What is Food Allergy?

What is Food Allergy?

Imagine a patron enjoying a dish you prepared and suddenly having difficulty breathing, breaking into hives, swelling up or becoming dizzy. You are shocked and don’t know what is going on! Yes, this is an anaphylactic shock, and your patron is allergic to certain food or drink. To avoid this situation, educate and prepare yourself by reading this blog: What is Food Allergy?

What is Food Allergy?

Food allergies are a growing health problem in the world. With an increase in the number of people allergic to certain foods, the need increases for restaurants and their staff to become educated about this problem.
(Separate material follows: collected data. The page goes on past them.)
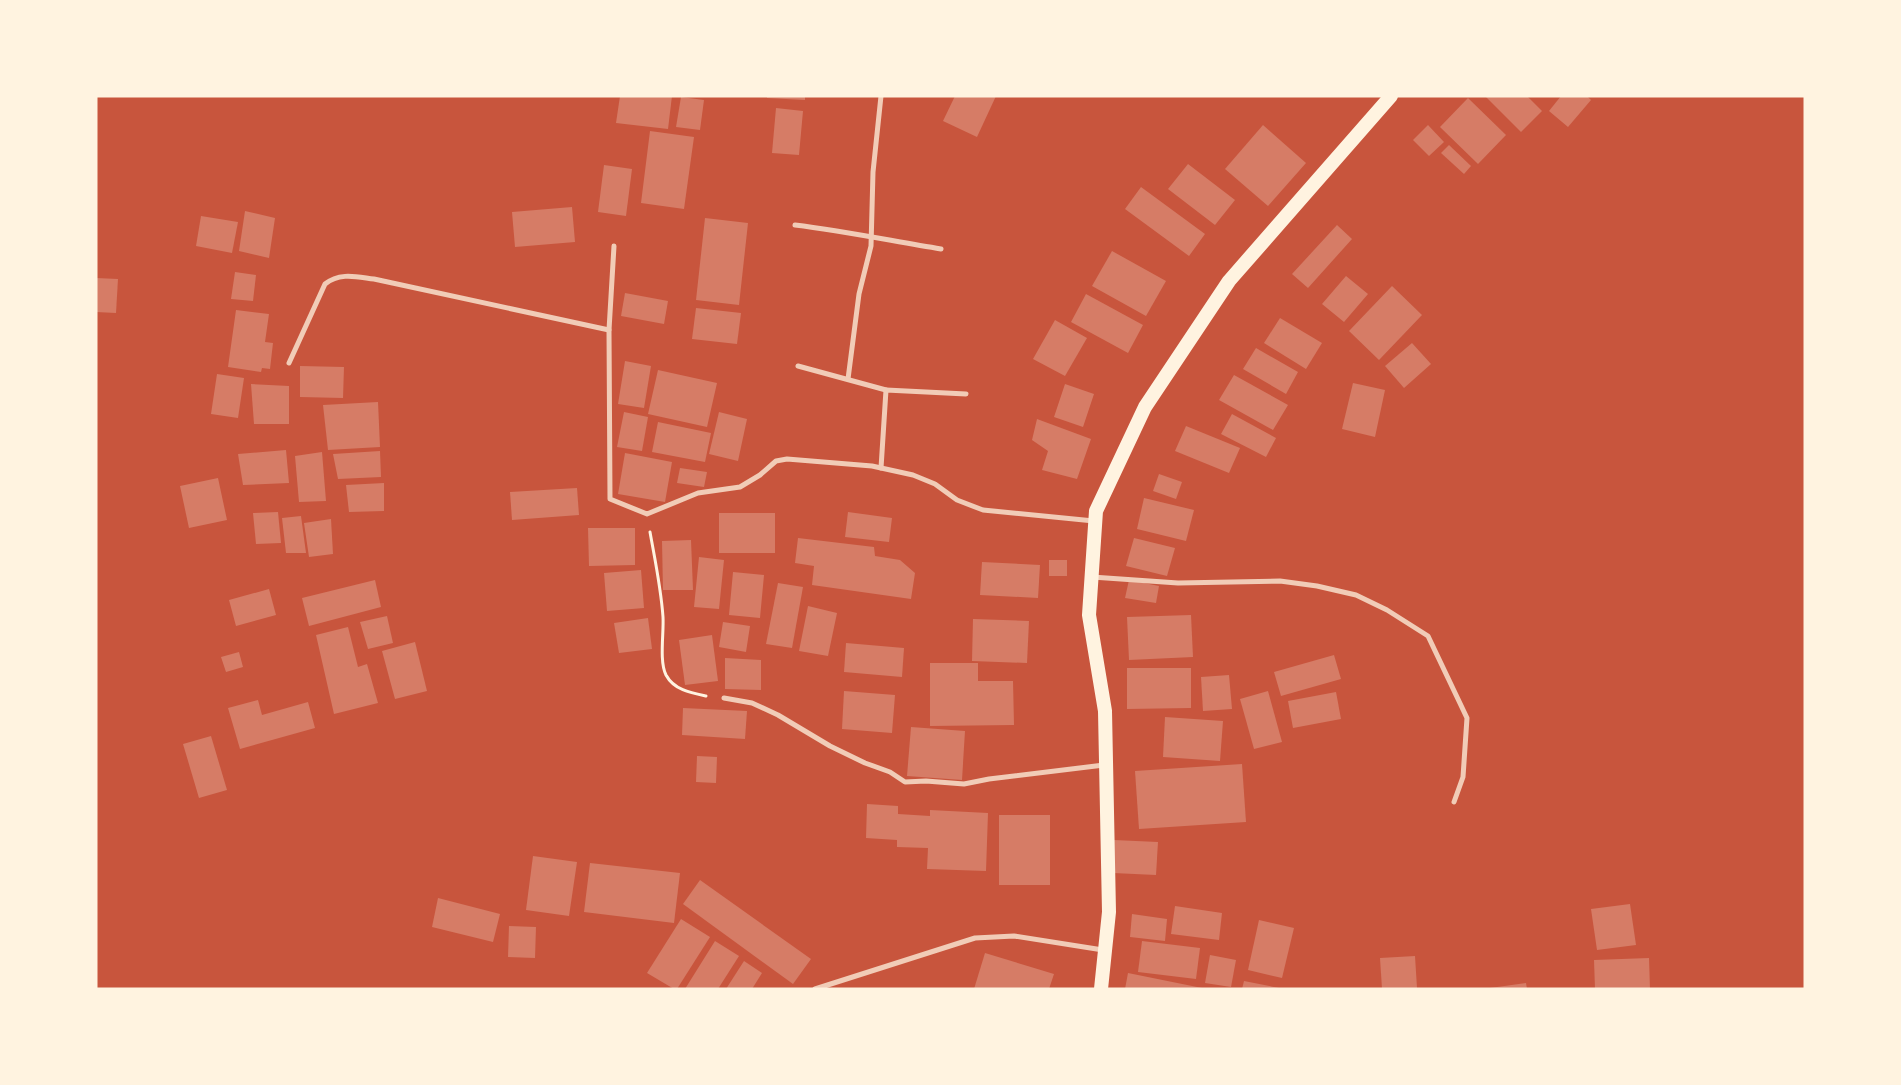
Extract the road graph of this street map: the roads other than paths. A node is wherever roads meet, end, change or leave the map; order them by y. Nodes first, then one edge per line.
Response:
1 (881, 96) edge
2 (1391, 96) edge
3 (795, 225) dead end
4 (871, 237) junction
5 (614, 246) dead end
6 (941, 249) dead end
7 (609, 330) junction
8 (288, 363) dead end
9 (798, 366) dead end
10 (848, 379) junction
11 (886, 390) junction
12 (966, 394) dead end
13 (881, 468) junction
14 (1095, 521) junction
15 (1092, 577) junction
16 (724, 698) road end
17 (1107, 764) junction
18 (1454, 802) dead end
19 (1106, 950) junction
20 (815, 989) edge
21 (1101, 989) edge

1 - 4 street
2 - 14 highway
3 - 4 street
4 - 6 street
4 - 10 street
5 - 7 street
7 - 8 street
7 - 13 street
9 - 10 street
10 - 11 street
11 - 12 street
11 - 13 street
13 - 14 street
14 - 15 highway
15 - 17 highway
15 - 18 street
16 - 17 street
17 - 19 highway
19 - 20 street
19 - 21 highway

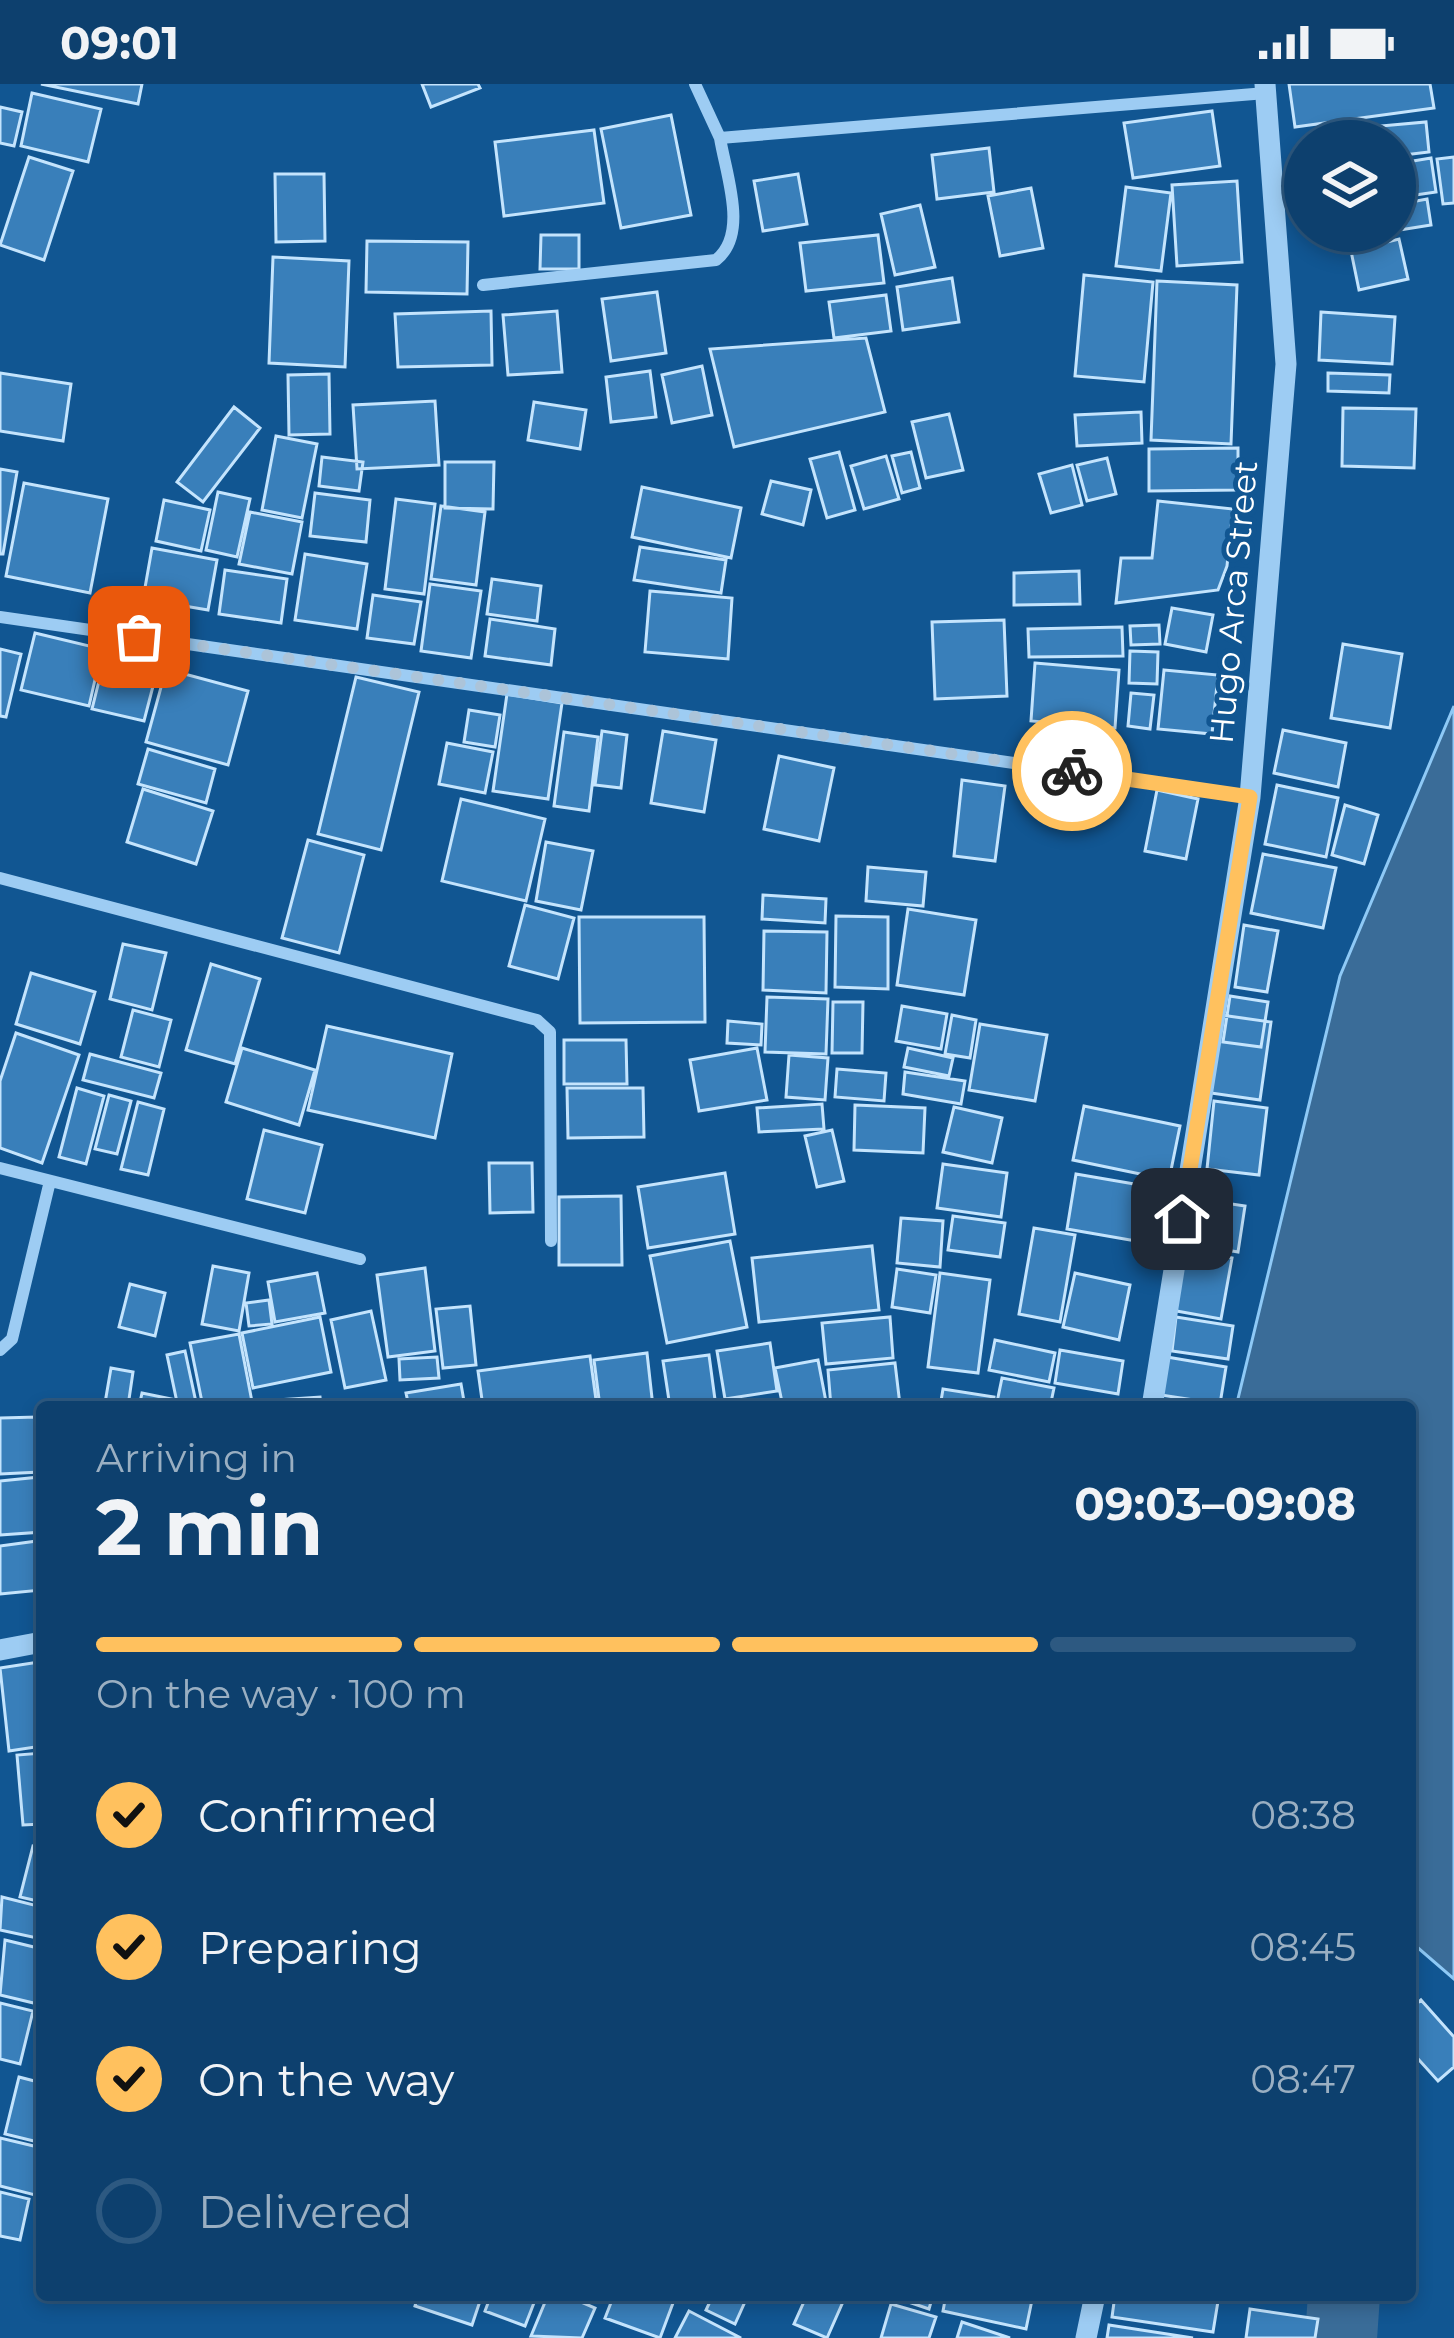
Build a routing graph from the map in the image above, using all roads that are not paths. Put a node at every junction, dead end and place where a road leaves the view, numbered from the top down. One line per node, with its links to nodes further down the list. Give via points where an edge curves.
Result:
1 (695, 84): 3 (street)
2 (1265, 88): 3 (street); 6 (street, Hugo Arca Street, via 1286,364)
3 (720, 139): 4 (street, via 734,230 716,260)
4 (483, 285)
5 (0, 616): 6 (street)
6 (1250, 797): 13 (street, Hugo Arca Street)
7 (0, 878): 10 (street, via 537,1020 550,1033)
8 (0, 1168): 9 (street)
9 (50, 1181): 11 (street); 12 (street, via 12,1340)
10 (550, 1241)
11 (360, 1258)
12 (0, 1350)
13 (1153, 1401)
14 (36, 1643): 15 (street)
15 (0, 1650)
16 (1094, 2301): 17 (street)
17 (1086, 2338)

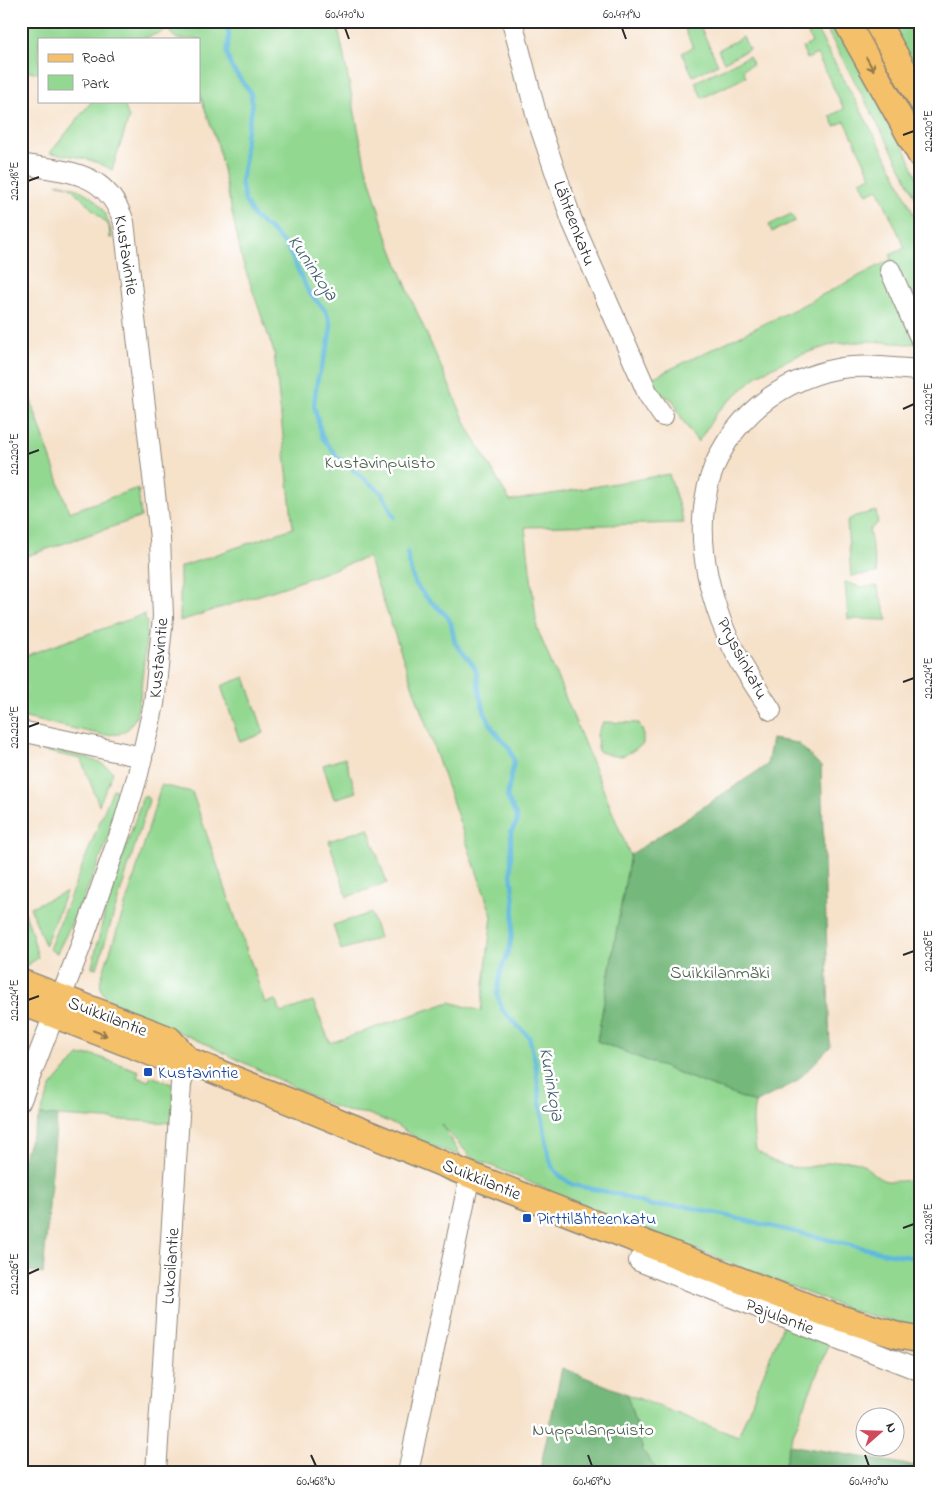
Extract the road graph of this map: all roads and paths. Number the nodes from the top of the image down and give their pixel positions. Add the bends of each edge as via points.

Food allergy is a reaction to certain food ranging from mild symptoms to deadly reactions. The cure for these allergies does not exist, therefore the only way to prevent anaphylaxis is to avoid allergy-causing foods and understand the allergy.

Symptoms of anaphylaxis and black list of ingredients

Symptoms of the most severe form of allergy are low blood pressure, blue tinged skin, spasms of the bronchial muscles and can cause suffocation within several minutes.

In order to inform you of this health problem, we bring you the black list of food we use every day that have allergenic components:

  • eggs
  • milk
  • mustard
  • peanuts
  • fish and shellfish
  • sesame seeds
  • soy
  • tree nuts (almonds, walnuts, hazelnuts, cashews, pistachios, etc.)
  • wheat

Prevention and what to do if you encounter an anaphylactic shock

Considering the severity of reactions allergenic foods can cause to people who are allergic, you must take steps to prevent or reduce the risks of unwanted situations:

  • Educate your staff about symptoms of allergies;
  • Make sure the staff understands food allergies and how they can help prevent them;
  • Point out to your staff the critical allergenic ingredients you use in your cuisine;
  • Inform your staff about any new recipe or dish containing allergenic ingredients;
  • Prepare an intervention plan and train your staff to implement it if needed.

Place the person experiencing a shock in a comfortable horizontal position with raised legs, begin administering oxygen via nasal tube or mask, and organize a speedy transport to the closes emergency room or hospital.